Exercise aim. Set down all of the records exactly, leaving none out.

-------

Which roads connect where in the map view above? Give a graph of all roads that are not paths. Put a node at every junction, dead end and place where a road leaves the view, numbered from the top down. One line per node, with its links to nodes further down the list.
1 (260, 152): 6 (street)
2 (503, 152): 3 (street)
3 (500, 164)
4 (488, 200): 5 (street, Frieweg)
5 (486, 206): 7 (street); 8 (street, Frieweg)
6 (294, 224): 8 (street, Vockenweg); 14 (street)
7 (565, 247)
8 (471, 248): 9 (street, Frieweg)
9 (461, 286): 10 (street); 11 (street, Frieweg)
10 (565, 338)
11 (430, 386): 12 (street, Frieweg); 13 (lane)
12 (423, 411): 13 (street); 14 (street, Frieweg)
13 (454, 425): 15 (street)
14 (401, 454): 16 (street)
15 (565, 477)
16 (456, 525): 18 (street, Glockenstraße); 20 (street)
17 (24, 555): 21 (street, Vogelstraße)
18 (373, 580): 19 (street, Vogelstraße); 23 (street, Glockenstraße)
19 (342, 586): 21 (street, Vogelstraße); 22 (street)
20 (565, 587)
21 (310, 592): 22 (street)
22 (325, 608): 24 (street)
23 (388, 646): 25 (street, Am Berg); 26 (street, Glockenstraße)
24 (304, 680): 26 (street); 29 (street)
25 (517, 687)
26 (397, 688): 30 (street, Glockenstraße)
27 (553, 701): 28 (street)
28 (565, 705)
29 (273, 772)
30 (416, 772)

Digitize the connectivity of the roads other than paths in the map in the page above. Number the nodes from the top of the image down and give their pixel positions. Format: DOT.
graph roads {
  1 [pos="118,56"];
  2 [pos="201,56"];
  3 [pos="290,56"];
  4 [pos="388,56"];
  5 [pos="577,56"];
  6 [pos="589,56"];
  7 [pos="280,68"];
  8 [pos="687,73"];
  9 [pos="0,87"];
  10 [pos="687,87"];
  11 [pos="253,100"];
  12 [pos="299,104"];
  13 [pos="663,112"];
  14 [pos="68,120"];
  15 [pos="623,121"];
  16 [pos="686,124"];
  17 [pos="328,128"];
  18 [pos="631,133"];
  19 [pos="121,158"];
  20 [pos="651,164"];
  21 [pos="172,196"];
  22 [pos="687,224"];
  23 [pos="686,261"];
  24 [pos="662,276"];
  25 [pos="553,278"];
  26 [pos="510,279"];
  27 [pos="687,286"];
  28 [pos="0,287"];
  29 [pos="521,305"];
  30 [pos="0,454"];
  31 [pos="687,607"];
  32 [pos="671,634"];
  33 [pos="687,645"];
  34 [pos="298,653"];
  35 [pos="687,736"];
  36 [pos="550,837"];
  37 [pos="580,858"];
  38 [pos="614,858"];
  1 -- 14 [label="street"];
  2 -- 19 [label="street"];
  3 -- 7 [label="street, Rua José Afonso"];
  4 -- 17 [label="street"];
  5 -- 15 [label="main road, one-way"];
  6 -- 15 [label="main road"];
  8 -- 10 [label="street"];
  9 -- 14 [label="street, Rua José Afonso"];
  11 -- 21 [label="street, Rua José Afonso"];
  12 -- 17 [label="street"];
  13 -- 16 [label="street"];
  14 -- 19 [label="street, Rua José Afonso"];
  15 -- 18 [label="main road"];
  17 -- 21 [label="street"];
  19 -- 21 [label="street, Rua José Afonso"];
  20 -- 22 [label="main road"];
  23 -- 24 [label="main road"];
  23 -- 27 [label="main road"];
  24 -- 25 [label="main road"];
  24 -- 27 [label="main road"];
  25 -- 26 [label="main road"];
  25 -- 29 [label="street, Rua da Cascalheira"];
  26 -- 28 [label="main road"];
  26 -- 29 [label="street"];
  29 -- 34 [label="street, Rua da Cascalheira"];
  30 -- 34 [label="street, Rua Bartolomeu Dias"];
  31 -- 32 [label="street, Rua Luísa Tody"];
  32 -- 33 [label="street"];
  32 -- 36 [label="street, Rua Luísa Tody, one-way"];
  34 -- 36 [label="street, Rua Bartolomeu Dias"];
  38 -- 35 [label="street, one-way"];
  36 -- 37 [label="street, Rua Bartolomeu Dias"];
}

-------

Answer space.
Which roads connect where in the map view above? Give a graph of all roads that are not paths. Put a node at every junction, dead end and place where a road leaves the view, numbered from the top down. One line per node, with its links to nodes further down the list.
1 (260, 152): 6 (street)
2 (503, 152): 3 (street)
3 (500, 164)
4 (488, 200): 5 (street, Frieweg)
5 (486, 206): 7 (street); 8 (street, Frieweg)
6 (294, 224): 8 (street, Vockenweg); 14 (street)
7 (565, 247)
8 (471, 248): 9 (street, Frieweg)
9 (461, 286): 10 (street); 11 (street, Frieweg)
10 (565, 338)
11 (430, 386): 12 (street, Frieweg); 13 (lane)
12 (423, 411): 13 (street); 14 (street, Frieweg)
13 (454, 425): 15 (street)
14 (401, 454): 16 (street)
15 (565, 477)
16 (456, 525): 18 (street, Glockenstraße); 20 (street)
17 (24, 555): 21 (street, Vogelstraße)
18 (373, 580): 19 (street, Vogelstraße); 23 (street, Glockenstraße)
19 (342, 586): 21 (street, Vogelstraße); 22 (street)
20 (565, 587)
21 (310, 592): 22 (street)
22 (325, 608): 24 (street)
23 (388, 646): 25 (street, Am Berg); 26 (street, Glockenstraße)
24 (304, 680): 26 (street); 29 (street)
25 (517, 687)
26 (397, 688): 30 (street, Glockenstraße)
27 (553, 701): 28 (street)
28 (565, 705)
29 (273, 772)
30 (416, 772)

Digitize the connectivity of the roads other than paths in the map in the page above. Number the nodes from the top of the image down and give their pixel positions. Format: DOT.
graph roads {
  1 [pos="118,56"];
  2 [pos="201,56"];
  3 [pos="290,56"];
  4 [pos="388,56"];
  5 [pos="577,56"];
  6 [pos="589,56"];
  7 [pos="280,68"];
  8 [pos="687,73"];
  9 [pos="0,87"];
  10 [pos="687,87"];
  11 [pos="253,100"];
  12 [pos="299,104"];
  13 [pos="663,112"];
  14 [pos="68,120"];
  15 [pos="623,121"];
  16 [pos="686,124"];
  17 [pos="328,128"];
  18 [pos="631,133"];
  19 [pos="121,158"];
  20 [pos="651,164"];
  21 [pos="172,196"];
  22 [pos="687,224"];
  23 [pos="686,261"];
  24 [pos="662,276"];
  25 [pos="553,278"];
  26 [pos="510,279"];
  27 [pos="687,286"];
  28 [pos="0,287"];
  29 [pos="521,305"];
  30 [pos="0,454"];
  31 [pos="687,607"];
  32 [pos="671,634"];
  33 [pos="687,645"];
  34 [pos="298,653"];
  35 [pos="687,736"];
  36 [pos="550,837"];
  37 [pos="580,858"];
  38 [pos="614,858"];
  1 -- 14 [label="street"];
  2 -- 19 [label="street"];
  3 -- 7 [label="street, Rua José Afonso"];
  4 -- 17 [label="street"];
  5 -- 15 [label="main road, one-way"];
  6 -- 15 [label="main road"];
  8 -- 10 [label="street"];
  9 -- 14 [label="street, Rua José Afonso"];
  11 -- 21 [label="street, Rua José Afonso"];
  12 -- 17 [label="street"];
  13 -- 16 [label="street"];
  14 -- 19 [label="street, Rua José Afonso"];
  15 -- 18 [label="main road"];
  17 -- 21 [label="street"];
  19 -- 21 [label="street, Rua José Afonso"];
  20 -- 22 [label="main road"];
  23 -- 24 [label="main road"];
  23 -- 27 [label="main road"];
  24 -- 25 [label="main road"];
  24 -- 27 [label="main road"];
  25 -- 26 [label="main road"];
  25 -- 29 [label="street, Rua da Cascalheira"];
  26 -- 28 [label="main road"];
  26 -- 29 [label="street"];
  29 -- 34 [label="street, Rua da Cascalheira"];
  30 -- 34 [label="street, Rua Bartolomeu Dias"];
  31 -- 32 [label="street, Rua Luísa Tody"];
  32 -- 33 [label="street"];
  32 -- 36 [label="street, Rua Luísa Tody, one-way"];
  34 -- 36 [label="street, Rua Bartolomeu Dias"];
  38 -- 35 [label="street, one-way"];
  36 -- 37 [label="street, Rua Bartolomeu Dias"];
}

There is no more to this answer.